▶ YOUR GOAL
Every record listed below should be copied exactly.

(Stored data entries)
········

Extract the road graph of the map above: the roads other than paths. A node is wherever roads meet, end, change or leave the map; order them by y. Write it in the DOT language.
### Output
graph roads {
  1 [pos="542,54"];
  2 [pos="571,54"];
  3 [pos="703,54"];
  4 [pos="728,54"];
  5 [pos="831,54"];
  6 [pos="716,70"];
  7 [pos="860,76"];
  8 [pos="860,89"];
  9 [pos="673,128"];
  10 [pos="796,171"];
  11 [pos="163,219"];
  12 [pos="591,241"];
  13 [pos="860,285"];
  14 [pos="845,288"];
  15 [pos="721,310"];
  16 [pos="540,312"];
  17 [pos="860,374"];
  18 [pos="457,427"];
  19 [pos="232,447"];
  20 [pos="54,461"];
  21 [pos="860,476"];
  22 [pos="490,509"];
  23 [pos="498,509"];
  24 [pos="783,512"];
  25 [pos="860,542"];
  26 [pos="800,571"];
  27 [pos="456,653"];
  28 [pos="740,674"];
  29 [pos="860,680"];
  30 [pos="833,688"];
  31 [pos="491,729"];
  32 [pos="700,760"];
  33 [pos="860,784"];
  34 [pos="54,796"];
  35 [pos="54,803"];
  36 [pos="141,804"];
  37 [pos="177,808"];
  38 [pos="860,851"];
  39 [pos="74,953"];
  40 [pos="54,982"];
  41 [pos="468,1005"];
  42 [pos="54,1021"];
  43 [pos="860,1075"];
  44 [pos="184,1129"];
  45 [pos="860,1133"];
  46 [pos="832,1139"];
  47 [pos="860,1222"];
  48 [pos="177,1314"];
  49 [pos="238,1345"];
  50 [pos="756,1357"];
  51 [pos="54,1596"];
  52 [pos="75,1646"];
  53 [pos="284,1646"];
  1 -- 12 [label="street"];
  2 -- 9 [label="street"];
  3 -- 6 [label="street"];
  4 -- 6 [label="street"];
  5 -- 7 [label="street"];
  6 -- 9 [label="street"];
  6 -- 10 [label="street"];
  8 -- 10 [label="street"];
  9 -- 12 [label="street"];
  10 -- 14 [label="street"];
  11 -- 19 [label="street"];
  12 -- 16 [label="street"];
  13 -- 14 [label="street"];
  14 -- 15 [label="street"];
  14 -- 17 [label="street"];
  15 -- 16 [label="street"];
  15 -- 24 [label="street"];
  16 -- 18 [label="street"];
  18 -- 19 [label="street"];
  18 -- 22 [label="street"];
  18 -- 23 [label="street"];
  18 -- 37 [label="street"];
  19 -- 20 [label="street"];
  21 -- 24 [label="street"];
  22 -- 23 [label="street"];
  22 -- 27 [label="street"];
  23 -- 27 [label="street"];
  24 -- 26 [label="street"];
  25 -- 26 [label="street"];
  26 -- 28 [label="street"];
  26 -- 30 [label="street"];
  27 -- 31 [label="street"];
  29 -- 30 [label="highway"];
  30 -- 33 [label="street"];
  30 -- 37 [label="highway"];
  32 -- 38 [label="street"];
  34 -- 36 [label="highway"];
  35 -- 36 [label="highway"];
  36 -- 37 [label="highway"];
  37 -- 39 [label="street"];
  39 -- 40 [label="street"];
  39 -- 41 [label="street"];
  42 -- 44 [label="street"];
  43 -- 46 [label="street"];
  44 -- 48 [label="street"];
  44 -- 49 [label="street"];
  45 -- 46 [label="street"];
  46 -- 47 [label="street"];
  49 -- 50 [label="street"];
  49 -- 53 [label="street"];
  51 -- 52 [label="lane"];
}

········

▶ TASK RESPONSE
Extract the road graph of the map above: the roads other than paths. A node is wherever roads meet, end, change or leave the map; order them by y. Write it in the DOT language.
### Output
graph roads {
  1 [pos="542,54"];
  2 [pos="571,54"];
  3 [pos="703,54"];
  4 [pos="728,54"];
  5 [pos="831,54"];
  6 [pos="716,70"];
  7 [pos="860,76"];
  8 [pos="860,89"];
  9 [pos="673,128"];
  10 [pos="796,171"];
  11 [pos="163,219"];
  12 [pos="591,241"];
  13 [pos="860,285"];
  14 [pos="845,288"];
  15 [pos="721,310"];
  16 [pos="540,312"];
  17 [pos="860,374"];
  18 [pos="457,427"];
  19 [pos="232,447"];
  20 [pos="54,461"];
  21 [pos="860,476"];
  22 [pos="490,509"];
  23 [pos="498,509"];
  24 [pos="783,512"];
  25 [pos="860,542"];
  26 [pos="800,571"];
  27 [pos="456,653"];
  28 [pos="740,674"];
  29 [pos="860,680"];
  30 [pos="833,688"];
  31 [pos="491,729"];
  32 [pos="700,760"];
  33 [pos="860,784"];
  34 [pos="54,796"];
  35 [pos="54,803"];
  36 [pos="141,804"];
  37 [pos="177,808"];
  38 [pos="860,851"];
  39 [pos="74,953"];
  40 [pos="54,982"];
  41 [pos="468,1005"];
  42 [pos="54,1021"];
  43 [pos="860,1075"];
  44 [pos="184,1129"];
  45 [pos="860,1133"];
  46 [pos="832,1139"];
  47 [pos="860,1222"];
  48 [pos="177,1314"];
  49 [pos="238,1345"];
  50 [pos="756,1357"];
  51 [pos="54,1596"];
  52 [pos="75,1646"];
  53 [pos="284,1646"];
  1 -- 12 [label="street"];
  2 -- 9 [label="street"];
  3 -- 6 [label="street"];
  4 -- 6 [label="street"];
  5 -- 7 [label="street"];
  6 -- 9 [label="street"];
  6 -- 10 [label="street"];
  8 -- 10 [label="street"];
  9 -- 12 [label="street"];
  10 -- 14 [label="street"];
  11 -- 19 [label="street"];
  12 -- 16 [label="street"];
  13 -- 14 [label="street"];
  14 -- 15 [label="street"];
  14 -- 17 [label="street"];
  15 -- 16 [label="street"];
  15 -- 24 [label="street"];
  16 -- 18 [label="street"];
  18 -- 19 [label="street"];
  18 -- 22 [label="street"];
  18 -- 23 [label="street"];
  18 -- 37 [label="street"];
  19 -- 20 [label="street"];
  21 -- 24 [label="street"];
  22 -- 23 [label="street"];
  22 -- 27 [label="street"];
  23 -- 27 [label="street"];
  24 -- 26 [label="street"];
  25 -- 26 [label="street"];
  26 -- 28 [label="street"];
  26 -- 30 [label="street"];
  27 -- 31 [label="street"];
  29 -- 30 [label="highway"];
  30 -- 33 [label="street"];
  30 -- 37 [label="highway"];
  32 -- 38 [label="street"];
  34 -- 36 [label="highway"];
  35 -- 36 [label="highway"];
  36 -- 37 [label="highway"];
  37 -- 39 [label="street"];
  39 -- 40 [label="street"];
  39 -- 41 [label="street"];
  42 -- 44 [label="street"];
  43 -- 46 [label="street"];
  44 -- 48 [label="street"];
  44 -- 49 [label="street"];
  45 -- 46 [label="street"];
  46 -- 47 [label="street"];
  49 -- 50 [label="street"];
  49 -- 53 [label="street"];
  51 -- 52 [label="lane"];
}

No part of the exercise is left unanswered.